> _WHAT IS BEING ASKED_: Go through the entries and copy every line that has the string "Close" in it.

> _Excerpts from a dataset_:
#####

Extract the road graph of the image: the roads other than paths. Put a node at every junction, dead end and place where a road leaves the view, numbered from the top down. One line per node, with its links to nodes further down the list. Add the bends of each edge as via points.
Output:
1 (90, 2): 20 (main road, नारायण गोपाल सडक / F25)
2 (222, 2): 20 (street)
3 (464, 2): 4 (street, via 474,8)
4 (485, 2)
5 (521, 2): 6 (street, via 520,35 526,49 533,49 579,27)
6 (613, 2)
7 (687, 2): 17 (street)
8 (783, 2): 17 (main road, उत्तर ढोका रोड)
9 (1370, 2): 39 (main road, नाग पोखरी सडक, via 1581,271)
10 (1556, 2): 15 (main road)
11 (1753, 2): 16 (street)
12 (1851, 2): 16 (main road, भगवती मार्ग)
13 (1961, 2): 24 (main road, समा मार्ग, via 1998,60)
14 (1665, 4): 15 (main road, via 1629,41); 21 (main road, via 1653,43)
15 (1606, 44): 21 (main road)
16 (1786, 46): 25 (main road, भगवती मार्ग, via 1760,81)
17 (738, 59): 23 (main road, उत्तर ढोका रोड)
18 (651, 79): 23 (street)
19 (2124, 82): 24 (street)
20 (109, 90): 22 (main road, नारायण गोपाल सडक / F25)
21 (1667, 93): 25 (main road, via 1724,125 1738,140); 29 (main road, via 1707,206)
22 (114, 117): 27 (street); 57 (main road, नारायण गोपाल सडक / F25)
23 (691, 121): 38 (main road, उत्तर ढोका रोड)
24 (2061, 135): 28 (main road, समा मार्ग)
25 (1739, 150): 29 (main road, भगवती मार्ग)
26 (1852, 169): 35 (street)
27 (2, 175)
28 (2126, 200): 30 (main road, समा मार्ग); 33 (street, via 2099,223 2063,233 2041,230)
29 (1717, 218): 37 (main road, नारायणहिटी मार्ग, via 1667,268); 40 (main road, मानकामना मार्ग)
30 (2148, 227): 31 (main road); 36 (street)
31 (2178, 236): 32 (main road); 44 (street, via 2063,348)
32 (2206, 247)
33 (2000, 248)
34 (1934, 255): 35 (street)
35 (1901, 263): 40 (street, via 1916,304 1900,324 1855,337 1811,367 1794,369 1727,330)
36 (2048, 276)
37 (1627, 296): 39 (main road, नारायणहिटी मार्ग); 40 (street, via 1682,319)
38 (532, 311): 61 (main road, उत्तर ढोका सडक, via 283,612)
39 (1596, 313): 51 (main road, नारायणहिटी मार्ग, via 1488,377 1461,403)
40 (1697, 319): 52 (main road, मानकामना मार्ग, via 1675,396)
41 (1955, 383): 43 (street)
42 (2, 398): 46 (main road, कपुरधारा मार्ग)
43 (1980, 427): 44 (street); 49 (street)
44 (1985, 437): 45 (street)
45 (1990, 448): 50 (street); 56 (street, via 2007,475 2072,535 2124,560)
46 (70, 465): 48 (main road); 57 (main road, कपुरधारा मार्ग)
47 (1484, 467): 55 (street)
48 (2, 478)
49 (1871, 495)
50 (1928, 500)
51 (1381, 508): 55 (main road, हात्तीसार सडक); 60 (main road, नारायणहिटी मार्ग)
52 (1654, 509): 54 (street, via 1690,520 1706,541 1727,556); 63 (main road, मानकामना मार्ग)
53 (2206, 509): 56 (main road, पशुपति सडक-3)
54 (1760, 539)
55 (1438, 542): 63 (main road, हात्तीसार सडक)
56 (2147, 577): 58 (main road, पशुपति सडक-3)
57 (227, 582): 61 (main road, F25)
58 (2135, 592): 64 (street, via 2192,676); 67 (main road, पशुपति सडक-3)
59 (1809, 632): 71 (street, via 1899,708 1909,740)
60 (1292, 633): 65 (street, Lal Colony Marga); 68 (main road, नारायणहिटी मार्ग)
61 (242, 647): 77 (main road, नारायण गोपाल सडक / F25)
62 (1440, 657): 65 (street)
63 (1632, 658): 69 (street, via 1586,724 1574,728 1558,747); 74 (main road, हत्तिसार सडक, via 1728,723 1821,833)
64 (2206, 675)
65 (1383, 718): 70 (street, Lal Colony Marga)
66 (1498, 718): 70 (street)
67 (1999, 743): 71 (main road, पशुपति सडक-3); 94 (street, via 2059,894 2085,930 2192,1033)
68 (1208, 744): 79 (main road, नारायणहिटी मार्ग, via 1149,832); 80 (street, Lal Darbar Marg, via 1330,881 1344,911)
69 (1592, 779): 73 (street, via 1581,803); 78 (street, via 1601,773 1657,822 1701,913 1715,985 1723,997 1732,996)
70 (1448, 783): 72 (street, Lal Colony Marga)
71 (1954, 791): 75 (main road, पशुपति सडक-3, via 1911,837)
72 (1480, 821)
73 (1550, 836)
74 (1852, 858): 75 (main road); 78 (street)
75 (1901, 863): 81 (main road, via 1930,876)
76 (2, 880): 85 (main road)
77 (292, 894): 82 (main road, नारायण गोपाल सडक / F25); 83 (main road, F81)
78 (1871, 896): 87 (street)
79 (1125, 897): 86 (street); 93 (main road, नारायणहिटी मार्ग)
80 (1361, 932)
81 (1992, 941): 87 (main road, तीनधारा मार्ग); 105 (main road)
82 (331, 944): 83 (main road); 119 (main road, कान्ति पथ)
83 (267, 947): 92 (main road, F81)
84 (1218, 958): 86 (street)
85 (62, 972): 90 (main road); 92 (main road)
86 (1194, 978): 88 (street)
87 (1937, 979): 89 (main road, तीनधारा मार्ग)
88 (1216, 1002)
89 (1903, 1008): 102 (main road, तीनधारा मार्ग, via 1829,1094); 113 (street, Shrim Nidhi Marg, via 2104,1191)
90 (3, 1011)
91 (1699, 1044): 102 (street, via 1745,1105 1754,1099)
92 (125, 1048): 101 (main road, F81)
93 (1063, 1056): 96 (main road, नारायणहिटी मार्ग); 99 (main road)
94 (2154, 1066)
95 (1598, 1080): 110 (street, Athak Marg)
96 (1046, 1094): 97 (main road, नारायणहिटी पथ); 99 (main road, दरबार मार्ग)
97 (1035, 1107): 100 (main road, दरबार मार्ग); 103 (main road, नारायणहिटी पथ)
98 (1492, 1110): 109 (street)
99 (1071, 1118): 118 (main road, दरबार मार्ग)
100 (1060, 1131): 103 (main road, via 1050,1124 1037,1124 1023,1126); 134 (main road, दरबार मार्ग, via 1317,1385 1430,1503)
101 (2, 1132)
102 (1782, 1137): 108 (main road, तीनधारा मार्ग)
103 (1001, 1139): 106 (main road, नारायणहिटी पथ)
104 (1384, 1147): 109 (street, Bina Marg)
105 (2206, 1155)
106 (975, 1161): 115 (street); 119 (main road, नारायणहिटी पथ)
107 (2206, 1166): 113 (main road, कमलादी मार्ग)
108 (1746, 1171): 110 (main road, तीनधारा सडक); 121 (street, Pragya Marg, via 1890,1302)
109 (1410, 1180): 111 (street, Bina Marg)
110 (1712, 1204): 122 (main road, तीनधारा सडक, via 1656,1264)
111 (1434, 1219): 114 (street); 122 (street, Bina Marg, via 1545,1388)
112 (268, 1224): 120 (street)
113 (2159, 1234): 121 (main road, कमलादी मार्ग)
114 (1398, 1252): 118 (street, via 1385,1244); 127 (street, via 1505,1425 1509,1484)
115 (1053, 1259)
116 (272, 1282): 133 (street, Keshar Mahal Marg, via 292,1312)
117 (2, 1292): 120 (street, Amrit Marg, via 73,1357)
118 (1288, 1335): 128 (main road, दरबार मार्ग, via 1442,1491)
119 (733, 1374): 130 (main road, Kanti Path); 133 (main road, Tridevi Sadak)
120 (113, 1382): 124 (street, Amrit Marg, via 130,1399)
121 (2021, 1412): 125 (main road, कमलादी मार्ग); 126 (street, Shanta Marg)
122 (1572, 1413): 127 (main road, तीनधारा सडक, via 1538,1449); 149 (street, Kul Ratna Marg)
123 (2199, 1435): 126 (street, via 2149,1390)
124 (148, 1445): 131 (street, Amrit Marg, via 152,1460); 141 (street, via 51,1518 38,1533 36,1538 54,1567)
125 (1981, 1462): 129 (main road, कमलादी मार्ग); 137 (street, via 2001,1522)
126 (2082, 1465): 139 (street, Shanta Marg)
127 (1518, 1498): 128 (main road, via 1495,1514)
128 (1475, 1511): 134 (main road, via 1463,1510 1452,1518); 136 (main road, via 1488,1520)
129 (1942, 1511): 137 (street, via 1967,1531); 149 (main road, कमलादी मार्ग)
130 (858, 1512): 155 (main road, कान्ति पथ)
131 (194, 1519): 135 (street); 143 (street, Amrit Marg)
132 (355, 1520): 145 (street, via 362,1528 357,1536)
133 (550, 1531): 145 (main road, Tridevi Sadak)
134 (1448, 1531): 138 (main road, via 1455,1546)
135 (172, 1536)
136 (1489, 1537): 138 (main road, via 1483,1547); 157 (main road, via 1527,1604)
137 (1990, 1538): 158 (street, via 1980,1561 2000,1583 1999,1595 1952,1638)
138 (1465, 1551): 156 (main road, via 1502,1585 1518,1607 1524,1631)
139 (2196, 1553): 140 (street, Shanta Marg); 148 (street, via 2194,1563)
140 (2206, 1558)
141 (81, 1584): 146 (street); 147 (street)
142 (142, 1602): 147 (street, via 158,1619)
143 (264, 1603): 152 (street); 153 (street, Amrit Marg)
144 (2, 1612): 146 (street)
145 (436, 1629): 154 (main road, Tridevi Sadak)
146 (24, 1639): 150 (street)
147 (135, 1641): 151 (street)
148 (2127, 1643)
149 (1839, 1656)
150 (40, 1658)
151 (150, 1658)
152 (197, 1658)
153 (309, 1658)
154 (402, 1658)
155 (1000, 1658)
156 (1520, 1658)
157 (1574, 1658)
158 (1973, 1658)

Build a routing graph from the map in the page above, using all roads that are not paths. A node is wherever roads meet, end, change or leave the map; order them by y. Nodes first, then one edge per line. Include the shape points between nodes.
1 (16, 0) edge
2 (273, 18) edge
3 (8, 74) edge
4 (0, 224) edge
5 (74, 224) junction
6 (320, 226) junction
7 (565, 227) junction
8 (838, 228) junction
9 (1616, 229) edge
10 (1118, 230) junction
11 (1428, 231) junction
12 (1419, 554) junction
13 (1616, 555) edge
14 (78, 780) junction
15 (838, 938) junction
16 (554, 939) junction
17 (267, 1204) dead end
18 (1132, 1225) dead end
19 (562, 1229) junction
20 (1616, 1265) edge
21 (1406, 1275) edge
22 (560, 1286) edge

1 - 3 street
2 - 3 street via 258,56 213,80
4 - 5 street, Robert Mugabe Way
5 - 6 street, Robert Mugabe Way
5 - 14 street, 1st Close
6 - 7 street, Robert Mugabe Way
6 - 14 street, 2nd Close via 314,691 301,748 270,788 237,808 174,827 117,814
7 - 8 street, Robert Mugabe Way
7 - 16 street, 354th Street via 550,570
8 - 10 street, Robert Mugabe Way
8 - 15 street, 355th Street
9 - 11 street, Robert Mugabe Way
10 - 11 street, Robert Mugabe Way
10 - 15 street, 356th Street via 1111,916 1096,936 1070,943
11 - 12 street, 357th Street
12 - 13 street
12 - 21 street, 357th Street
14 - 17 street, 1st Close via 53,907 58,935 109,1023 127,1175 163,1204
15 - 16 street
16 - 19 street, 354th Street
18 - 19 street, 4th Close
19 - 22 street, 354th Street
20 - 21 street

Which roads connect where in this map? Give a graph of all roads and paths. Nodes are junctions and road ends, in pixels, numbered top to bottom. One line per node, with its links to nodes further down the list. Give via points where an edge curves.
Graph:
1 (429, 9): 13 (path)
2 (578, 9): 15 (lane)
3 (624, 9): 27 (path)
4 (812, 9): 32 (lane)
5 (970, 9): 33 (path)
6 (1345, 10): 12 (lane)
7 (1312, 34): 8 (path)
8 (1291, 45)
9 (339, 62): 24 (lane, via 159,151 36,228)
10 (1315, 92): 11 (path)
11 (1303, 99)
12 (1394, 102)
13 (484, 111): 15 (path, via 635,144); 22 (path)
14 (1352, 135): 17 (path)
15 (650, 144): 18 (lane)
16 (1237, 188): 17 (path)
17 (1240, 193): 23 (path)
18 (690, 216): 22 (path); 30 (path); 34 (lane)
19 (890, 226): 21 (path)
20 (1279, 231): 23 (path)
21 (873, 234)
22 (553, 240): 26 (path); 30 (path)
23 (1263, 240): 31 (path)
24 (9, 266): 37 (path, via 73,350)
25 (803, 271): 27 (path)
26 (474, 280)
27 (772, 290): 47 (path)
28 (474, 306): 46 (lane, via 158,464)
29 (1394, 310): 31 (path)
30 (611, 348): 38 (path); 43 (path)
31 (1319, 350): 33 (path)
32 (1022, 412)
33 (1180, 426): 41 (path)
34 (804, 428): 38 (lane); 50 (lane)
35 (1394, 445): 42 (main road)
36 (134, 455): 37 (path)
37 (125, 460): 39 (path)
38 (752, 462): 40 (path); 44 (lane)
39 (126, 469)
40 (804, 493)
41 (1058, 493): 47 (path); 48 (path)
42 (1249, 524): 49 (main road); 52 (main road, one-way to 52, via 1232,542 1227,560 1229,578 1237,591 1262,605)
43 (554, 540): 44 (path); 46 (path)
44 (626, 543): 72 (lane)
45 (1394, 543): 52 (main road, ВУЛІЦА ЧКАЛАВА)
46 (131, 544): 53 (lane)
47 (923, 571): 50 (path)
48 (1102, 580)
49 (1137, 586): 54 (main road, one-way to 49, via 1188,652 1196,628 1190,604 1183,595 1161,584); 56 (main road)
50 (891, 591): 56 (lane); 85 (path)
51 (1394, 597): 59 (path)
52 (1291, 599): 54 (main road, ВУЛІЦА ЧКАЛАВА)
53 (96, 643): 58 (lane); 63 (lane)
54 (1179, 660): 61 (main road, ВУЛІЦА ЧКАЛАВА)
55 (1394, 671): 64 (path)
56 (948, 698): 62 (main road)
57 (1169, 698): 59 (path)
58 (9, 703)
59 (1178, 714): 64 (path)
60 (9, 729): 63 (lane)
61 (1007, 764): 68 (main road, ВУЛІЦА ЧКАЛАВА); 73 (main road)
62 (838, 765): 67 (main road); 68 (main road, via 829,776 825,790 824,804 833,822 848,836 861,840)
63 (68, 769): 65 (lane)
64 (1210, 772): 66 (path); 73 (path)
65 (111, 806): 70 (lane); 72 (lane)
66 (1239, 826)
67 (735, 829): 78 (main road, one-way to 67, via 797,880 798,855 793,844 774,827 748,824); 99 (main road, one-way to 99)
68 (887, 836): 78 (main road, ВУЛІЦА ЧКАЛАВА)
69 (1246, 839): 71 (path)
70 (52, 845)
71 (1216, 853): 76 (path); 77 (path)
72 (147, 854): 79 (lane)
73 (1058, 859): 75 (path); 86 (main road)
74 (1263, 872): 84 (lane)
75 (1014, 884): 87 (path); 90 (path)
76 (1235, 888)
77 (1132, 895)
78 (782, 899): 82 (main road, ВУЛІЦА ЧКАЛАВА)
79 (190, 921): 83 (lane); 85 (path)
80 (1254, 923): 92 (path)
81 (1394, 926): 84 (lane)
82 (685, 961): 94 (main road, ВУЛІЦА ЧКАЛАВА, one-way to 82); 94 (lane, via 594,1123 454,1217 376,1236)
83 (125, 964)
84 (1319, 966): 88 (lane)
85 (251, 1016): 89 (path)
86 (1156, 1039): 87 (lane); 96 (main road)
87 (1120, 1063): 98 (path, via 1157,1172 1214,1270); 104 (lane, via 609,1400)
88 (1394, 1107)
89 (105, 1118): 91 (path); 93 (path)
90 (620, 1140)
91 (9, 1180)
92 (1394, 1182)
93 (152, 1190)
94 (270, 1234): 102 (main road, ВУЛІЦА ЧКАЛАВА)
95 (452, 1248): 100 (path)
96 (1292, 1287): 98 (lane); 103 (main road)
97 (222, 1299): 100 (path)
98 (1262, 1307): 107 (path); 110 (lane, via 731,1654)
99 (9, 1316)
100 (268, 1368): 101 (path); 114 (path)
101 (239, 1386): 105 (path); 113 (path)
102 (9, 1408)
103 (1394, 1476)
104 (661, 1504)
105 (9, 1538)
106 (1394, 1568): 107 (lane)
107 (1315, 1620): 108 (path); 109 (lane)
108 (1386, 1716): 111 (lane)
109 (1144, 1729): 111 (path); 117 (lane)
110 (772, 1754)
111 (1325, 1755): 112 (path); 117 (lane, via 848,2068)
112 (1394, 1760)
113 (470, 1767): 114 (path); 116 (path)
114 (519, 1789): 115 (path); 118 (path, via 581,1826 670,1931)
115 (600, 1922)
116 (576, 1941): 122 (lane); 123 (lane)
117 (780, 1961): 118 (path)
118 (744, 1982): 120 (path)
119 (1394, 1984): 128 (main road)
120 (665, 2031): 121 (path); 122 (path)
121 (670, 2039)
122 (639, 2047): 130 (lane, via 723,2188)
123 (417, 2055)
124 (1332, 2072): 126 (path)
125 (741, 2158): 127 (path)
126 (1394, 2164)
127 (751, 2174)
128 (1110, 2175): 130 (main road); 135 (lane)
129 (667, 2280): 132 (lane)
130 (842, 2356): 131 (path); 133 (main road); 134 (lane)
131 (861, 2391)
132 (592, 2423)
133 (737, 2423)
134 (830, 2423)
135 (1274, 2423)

#####

> _TASK OUTPUT_:
5 - 14 street, 1st Close
6 - 14 street, 2nd Close via 314,691 301,748 270,788 237,808 174,827 117,814
14 - 17 street, 1st Close via 53,907 58,935 109,1023 127,1175 163,1204
18 - 19 street, 4th Close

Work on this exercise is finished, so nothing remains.